Listen to any news program discuss what “evangelical voters” care about. Sure, they’ll take about their concerns over abortion or traditional definitions of marriage. But you’re just as likely to hear them decry Obamacare, support lower taxes and limited government, and favor a strong military. This is another outgrowth of the special interest approach — parties build “big tents” of various special interests and those coalitions start to bleed over into common talking points.

Evangelicals may have access to varied outlets in television, radio, or internet, but it doesn’t change the basic principle of electoral politics: numbers. Consider the following chart produced by UConn sociologist Bradley Wright from General Social Survey data. It’s his estimate of the percentage of Americans who can be classified as evangelicals.

Wright Evangels-in-US

The GSS data suggests that evangelical strength peaked in about 1990 and has been slowly waning since. Other data suggests it’s waning even more rapidly among the young with the percentage evangelical for those under 30 falling to 17% in 2010. This means that evangelicals cannot shape public policy without significant assistance from non-evangelicals. That 24% of the public may be strident and therefore more likely to vote than the average citizen, but elections are likely to follow demographic trends similar to the 2012 election.

Here ends the negative griping. What is the alternative going forward? Let me suggest three strategies.

First, we should recognize the difference between what is scriptural priority (to some eyes) and what makes for public policy solutions. If evangelicals are only a quarter of the population, we’ll need to find better ways of engaging with those who don’t share our faith perspectives. It means being willing to influence those things we can while not fighting over the things we can’t. For example, there is interesting data from a recent Baylor Religion study suggesting that a segment of the evangelical public isn’t fighting gay marriage as a matter of social policy. A debate is brewing among some Christian bloggers about whether this represents caving to liberalism or crafting a “messy middle” My read of the report suggests the latter. The correlation data suggests that these Ambivalent Evangelicals (really needs a new label) share few if any characteristics with liberals. (I’m in conversation with the Baylor sociology folks to get a better read on the data and may update this as that comes together.)

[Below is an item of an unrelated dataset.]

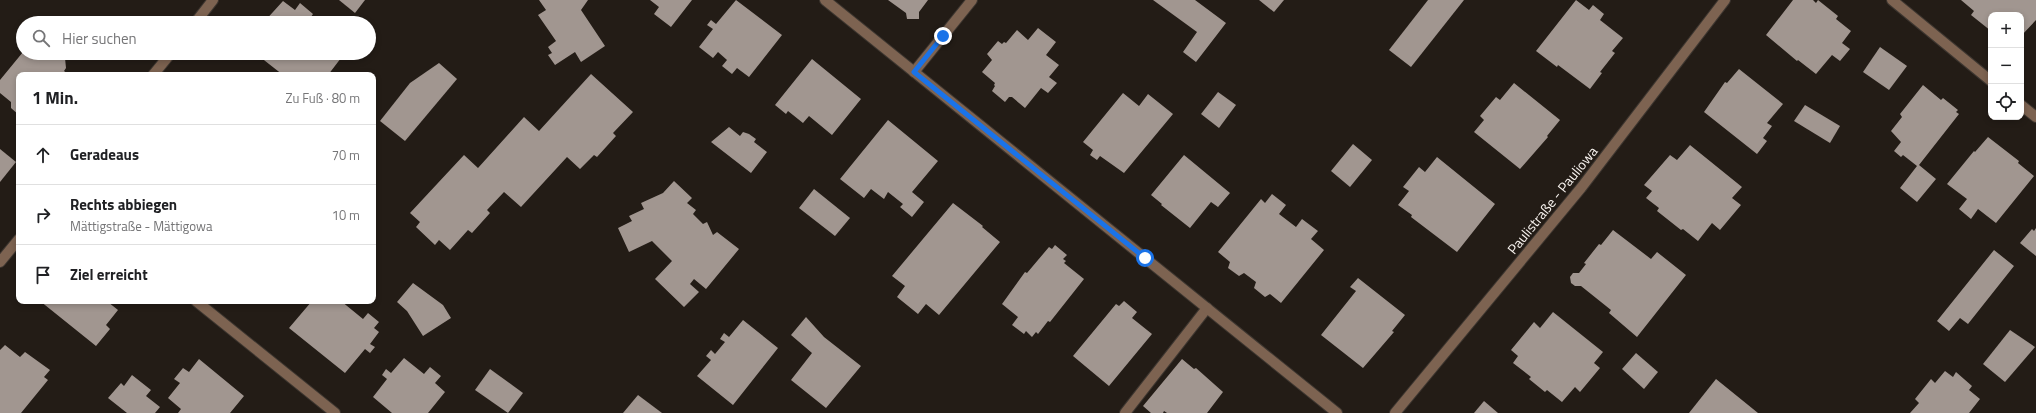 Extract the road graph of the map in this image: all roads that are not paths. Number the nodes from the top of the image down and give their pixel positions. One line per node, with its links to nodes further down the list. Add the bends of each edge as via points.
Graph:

Second, regardless of one’s view of Christian America rhetoric (there are a vast number of good Christian history sources laying the claim to rest, but it survives in spite of it), we need to craft an understanding of the country based on the current realities. Let’s not fight over Jefferson’s views on religion or the church memberships of the signers of the Declaration. We live in a culture that is marked by demographic diversity. We are surrounded by ideological diversity. We need to engage that discussion on the basis of guiding values and not on claims of superiority. It will require much patience, careful listening, and far less pronouncing. While 24% of the public isn’t majority language, it’s worth being heard as evangelicals.

Third, evangelicals are at our best when we’re advocating for those who can’t advocate for themselves. This has been the heart of the pro-life movement. But it goes beyond that. It means that we are passionate about justice — not just in a narrow partisan sense but in the “least of these” sense. Let’s worry less about political party orientation and think together with non-evangelicals about how we speak on behalf of those without voice. The poor, the broken, the abandoned, the hurting, the addicted, the dispirited. As people reflecting God who gave himself up for us, we cannot be guilty of a self-interested approach to democracy. It’s not about us. We already received more than we could possible imaging.

It’s about “liberty and justice for all”. There’s a reason the pledge ends with that line. It’s the hope of the nation and evangelicals have a unique role in seeing that hope come to fruition.